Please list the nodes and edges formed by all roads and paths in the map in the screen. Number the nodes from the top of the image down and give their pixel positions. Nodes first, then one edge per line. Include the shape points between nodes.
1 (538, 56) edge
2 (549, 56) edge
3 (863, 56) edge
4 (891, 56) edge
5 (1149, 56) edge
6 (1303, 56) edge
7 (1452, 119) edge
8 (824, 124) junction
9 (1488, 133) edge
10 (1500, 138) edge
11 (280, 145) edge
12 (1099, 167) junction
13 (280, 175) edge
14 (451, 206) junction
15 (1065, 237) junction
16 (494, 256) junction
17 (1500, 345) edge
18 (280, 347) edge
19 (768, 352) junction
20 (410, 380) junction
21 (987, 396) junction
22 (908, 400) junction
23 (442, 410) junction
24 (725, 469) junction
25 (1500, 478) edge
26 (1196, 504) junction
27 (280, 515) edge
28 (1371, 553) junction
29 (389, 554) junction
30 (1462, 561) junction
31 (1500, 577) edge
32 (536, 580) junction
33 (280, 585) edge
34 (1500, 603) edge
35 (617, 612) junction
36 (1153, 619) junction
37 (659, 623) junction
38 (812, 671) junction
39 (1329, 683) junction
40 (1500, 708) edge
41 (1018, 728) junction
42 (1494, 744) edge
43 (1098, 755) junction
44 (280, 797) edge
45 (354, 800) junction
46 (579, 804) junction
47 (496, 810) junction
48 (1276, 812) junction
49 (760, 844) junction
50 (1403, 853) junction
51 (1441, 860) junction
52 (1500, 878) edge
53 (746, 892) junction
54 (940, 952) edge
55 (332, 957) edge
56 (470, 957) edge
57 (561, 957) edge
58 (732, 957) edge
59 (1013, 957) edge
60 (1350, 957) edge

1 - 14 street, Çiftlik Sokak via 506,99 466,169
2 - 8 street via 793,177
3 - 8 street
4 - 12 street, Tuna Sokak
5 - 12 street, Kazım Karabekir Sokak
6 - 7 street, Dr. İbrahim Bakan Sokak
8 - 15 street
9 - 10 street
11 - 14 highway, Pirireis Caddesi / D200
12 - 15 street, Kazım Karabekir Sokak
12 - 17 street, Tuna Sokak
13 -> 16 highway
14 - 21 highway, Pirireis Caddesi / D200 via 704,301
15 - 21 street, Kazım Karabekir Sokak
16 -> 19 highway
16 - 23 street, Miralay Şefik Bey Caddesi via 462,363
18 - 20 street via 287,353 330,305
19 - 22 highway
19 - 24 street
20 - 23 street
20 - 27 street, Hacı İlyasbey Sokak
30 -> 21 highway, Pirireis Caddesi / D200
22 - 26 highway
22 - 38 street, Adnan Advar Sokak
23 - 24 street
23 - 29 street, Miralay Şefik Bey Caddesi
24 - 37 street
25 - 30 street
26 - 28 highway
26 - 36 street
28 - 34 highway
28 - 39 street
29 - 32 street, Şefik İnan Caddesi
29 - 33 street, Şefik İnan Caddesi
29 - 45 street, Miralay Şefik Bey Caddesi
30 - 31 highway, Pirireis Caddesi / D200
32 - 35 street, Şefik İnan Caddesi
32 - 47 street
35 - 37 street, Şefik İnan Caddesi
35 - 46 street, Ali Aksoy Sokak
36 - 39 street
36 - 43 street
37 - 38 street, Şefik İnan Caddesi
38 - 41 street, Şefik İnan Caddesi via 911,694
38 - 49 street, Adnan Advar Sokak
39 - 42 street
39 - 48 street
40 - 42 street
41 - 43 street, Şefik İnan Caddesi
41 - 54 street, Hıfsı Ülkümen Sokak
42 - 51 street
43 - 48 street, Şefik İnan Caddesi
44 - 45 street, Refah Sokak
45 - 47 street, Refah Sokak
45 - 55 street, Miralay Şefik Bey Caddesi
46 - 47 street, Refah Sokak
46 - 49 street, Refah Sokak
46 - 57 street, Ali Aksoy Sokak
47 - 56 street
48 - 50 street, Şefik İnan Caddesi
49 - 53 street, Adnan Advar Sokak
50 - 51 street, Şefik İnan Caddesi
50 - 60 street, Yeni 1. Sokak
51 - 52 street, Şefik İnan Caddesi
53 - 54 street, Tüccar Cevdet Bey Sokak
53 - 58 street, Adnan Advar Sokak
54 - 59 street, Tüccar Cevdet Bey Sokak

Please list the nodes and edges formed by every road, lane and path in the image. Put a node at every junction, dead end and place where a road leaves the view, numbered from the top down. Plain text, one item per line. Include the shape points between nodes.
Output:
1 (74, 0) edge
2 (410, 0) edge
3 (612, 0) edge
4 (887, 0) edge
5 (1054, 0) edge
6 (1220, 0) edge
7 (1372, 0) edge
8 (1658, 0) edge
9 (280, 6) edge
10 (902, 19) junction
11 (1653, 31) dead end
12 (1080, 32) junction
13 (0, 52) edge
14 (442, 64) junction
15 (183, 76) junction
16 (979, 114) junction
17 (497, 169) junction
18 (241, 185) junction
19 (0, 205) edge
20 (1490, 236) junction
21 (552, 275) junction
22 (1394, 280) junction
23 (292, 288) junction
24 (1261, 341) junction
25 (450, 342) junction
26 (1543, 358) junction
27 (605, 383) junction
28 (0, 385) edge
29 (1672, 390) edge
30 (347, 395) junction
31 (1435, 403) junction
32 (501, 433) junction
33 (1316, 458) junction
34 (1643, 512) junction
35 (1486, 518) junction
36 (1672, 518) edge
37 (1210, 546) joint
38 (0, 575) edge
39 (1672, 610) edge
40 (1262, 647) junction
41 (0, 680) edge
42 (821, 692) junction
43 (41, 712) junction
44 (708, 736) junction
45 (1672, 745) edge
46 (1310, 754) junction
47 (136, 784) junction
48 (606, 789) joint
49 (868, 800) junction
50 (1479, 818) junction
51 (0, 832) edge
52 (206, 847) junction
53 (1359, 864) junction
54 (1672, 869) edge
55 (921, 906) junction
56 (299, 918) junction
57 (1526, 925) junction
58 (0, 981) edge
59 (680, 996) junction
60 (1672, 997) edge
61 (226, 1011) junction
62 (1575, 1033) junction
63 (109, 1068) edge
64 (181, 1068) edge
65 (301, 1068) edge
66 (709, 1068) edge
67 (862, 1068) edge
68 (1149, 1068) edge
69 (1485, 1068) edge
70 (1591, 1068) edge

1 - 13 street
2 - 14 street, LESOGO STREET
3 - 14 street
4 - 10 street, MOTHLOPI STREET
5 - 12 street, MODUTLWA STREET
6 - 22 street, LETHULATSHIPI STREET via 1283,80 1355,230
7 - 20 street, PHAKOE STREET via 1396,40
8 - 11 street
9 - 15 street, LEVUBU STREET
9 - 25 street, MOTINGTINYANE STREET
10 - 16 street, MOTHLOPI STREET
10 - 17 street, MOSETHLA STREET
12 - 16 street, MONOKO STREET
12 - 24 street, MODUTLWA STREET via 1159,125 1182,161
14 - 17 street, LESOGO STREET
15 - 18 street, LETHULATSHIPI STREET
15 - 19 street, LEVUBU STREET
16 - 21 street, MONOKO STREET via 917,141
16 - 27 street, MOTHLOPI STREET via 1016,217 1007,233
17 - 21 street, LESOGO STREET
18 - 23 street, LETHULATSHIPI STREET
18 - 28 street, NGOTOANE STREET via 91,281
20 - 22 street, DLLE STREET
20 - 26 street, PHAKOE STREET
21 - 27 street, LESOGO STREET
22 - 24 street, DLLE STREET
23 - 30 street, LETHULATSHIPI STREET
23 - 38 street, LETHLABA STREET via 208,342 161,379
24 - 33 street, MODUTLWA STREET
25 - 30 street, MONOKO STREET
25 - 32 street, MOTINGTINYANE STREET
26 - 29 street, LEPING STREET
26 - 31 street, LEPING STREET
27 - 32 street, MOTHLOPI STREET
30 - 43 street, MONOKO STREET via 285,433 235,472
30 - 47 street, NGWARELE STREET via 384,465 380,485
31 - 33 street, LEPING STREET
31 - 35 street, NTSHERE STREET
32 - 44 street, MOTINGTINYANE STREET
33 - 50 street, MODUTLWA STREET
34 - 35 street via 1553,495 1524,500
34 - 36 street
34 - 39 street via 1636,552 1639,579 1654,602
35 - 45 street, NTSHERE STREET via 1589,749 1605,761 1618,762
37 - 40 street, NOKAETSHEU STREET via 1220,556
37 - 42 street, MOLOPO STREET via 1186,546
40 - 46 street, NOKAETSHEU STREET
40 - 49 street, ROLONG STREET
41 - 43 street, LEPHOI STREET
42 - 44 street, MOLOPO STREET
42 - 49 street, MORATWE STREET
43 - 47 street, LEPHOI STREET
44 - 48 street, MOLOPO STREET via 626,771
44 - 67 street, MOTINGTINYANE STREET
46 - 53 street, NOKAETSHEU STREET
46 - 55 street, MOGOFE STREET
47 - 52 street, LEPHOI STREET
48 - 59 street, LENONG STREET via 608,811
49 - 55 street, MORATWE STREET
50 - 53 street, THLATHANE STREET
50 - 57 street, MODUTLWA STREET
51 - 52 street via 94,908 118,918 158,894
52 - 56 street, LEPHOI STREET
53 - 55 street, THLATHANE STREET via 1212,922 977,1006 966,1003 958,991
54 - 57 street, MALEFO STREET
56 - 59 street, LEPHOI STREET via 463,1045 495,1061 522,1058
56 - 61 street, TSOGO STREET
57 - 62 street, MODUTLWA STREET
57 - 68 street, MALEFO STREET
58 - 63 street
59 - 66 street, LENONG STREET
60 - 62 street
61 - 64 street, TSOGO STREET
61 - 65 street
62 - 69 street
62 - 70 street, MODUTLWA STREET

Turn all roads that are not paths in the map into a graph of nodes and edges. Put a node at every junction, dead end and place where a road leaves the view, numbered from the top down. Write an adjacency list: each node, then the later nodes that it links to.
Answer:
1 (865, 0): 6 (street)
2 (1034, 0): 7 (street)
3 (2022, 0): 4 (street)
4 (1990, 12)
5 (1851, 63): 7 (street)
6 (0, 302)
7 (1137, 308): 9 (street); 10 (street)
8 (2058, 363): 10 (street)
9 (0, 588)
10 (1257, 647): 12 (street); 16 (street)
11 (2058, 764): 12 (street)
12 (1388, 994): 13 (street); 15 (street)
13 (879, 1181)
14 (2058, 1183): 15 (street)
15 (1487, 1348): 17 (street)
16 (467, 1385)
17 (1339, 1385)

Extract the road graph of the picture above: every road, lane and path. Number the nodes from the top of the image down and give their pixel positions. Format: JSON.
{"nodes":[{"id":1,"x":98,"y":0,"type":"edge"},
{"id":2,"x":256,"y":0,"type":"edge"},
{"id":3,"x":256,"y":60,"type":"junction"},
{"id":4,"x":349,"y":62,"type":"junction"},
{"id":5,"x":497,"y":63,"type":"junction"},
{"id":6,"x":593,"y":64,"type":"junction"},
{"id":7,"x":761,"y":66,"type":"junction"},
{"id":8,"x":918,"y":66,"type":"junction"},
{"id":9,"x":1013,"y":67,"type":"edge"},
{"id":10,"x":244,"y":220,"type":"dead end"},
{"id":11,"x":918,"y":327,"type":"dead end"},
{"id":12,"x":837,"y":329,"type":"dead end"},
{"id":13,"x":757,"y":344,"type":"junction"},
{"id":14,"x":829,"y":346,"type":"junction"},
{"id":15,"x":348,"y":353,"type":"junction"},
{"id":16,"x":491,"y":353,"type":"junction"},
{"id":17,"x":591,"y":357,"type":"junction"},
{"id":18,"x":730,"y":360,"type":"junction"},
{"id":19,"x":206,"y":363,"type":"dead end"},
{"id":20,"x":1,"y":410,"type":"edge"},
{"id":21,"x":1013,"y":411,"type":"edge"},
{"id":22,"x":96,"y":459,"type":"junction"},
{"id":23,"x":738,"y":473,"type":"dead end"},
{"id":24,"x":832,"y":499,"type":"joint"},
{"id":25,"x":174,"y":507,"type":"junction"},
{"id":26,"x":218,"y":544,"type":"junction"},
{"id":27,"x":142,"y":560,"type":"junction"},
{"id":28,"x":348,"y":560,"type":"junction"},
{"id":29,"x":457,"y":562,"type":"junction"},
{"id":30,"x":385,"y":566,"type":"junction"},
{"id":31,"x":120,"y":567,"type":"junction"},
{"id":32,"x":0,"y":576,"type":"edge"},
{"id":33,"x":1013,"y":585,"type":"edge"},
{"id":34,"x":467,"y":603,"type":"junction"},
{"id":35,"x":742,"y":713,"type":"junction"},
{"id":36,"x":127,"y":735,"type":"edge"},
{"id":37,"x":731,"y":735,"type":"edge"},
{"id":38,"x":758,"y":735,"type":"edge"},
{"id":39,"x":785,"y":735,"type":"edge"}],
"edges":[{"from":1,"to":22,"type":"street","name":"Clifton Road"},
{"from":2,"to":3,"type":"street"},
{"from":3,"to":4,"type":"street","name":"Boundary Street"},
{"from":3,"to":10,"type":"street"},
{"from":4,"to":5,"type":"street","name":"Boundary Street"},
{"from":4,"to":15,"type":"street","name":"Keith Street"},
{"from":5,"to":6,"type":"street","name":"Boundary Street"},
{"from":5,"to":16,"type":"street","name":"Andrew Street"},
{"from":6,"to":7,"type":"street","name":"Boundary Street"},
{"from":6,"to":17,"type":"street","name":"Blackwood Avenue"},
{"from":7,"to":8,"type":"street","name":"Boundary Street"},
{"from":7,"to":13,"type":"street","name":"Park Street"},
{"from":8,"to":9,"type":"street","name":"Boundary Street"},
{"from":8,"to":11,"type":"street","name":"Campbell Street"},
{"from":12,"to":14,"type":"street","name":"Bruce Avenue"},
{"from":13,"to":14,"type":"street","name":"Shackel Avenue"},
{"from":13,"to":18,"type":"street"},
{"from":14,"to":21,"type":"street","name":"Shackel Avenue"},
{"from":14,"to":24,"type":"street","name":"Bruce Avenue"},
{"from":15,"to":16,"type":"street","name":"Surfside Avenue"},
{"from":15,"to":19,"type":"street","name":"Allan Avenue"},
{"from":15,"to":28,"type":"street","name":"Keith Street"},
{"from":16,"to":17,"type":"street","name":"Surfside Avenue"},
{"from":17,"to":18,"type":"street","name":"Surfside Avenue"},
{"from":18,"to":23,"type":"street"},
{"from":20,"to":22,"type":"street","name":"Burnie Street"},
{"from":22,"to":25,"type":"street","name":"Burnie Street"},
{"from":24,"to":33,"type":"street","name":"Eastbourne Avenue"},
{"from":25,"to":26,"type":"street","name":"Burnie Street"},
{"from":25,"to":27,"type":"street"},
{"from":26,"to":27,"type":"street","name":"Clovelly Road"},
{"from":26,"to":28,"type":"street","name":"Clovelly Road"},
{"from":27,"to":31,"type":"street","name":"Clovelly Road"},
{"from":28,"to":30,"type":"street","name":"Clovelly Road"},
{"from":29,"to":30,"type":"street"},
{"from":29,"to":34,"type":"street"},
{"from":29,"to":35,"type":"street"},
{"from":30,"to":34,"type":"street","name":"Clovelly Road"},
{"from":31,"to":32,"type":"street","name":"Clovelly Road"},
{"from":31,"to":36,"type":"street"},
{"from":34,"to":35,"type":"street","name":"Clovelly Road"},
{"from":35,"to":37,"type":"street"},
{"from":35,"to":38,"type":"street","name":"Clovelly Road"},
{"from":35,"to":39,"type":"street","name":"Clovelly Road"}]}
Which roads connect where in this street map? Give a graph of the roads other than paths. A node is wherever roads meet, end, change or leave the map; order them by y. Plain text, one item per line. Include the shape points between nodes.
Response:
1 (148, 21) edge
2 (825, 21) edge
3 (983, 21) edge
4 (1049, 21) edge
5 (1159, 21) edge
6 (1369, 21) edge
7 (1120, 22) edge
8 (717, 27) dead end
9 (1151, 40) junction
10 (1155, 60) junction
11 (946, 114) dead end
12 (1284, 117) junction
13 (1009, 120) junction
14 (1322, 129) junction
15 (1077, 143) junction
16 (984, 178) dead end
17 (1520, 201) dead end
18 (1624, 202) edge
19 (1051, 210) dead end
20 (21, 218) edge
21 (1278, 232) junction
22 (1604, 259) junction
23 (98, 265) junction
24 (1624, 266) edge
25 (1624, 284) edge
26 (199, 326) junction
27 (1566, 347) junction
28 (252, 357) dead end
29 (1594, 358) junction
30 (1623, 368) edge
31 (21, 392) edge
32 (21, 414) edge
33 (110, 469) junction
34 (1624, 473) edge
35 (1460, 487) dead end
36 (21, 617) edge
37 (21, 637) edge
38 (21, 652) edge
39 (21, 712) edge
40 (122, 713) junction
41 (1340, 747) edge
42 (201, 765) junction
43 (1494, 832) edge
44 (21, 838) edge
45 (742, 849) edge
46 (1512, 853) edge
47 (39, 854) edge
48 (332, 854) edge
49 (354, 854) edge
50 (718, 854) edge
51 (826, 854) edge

*What you are asked to do*: Check each line of the listing above. Copy the ones with the word "Burnie".

*Answer to this problem*:
{"from":20,"to":22,"type":"street","name":"Burnie Street"},
{"from":22,"to":25,"type":"street","name":"Burnie Street"},
{"from":25,"to":26,"type":"street","name":"Burnie Street"},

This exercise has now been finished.